* **EXERCISE**
Reproduce all the data verbatim.

* **DATASET RECORDS**
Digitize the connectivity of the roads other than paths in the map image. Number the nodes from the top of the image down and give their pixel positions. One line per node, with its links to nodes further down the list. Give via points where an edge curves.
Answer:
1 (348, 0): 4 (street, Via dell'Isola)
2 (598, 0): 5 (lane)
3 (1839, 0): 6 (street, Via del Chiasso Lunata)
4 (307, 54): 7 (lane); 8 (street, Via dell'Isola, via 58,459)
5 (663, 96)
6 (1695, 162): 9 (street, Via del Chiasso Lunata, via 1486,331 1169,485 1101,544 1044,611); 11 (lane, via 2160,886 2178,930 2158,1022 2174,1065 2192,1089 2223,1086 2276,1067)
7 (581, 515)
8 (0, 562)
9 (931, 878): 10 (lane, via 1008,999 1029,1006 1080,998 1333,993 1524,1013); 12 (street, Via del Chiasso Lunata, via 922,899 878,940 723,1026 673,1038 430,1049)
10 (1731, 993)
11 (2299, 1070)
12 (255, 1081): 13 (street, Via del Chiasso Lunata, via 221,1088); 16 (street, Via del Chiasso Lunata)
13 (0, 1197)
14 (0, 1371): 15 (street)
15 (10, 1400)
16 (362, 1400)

* **RESPONSE TO THIS TASK**
Digitize the connectivity of the roads other than paths in the map image. Number the nodes from the top of the image down and give their pixel positions. One line per node, with its links to nodes further down the list. Give via points where an edge curves.
Answer:
1 (348, 0): 4 (street, Via dell'Isola)
2 (598, 0): 5 (lane)
3 (1839, 0): 6 (street, Via del Chiasso Lunata)
4 (307, 54): 7 (lane); 8 (street, Via dell'Isola, via 58,459)
5 (663, 96)
6 (1695, 162): 9 (street, Via del Chiasso Lunata, via 1486,331 1169,485 1101,544 1044,611); 11 (lane, via 2160,886 2178,930 2158,1022 2174,1065 2192,1089 2223,1086 2276,1067)
7 (581, 515)
8 (0, 562)
9 (931, 878): 10 (lane, via 1008,999 1029,1006 1080,998 1333,993 1524,1013); 12 (street, Via del Chiasso Lunata, via 922,899 878,940 723,1026 673,1038 430,1049)
10 (1731, 993)
11 (2299, 1070)
12 (255, 1081): 13 (street, Via del Chiasso Lunata, via 221,1088); 16 (street, Via del Chiasso Lunata)
13 (0, 1197)
14 (0, 1371): 15 (street)
15 (10, 1400)
16 (362, 1400)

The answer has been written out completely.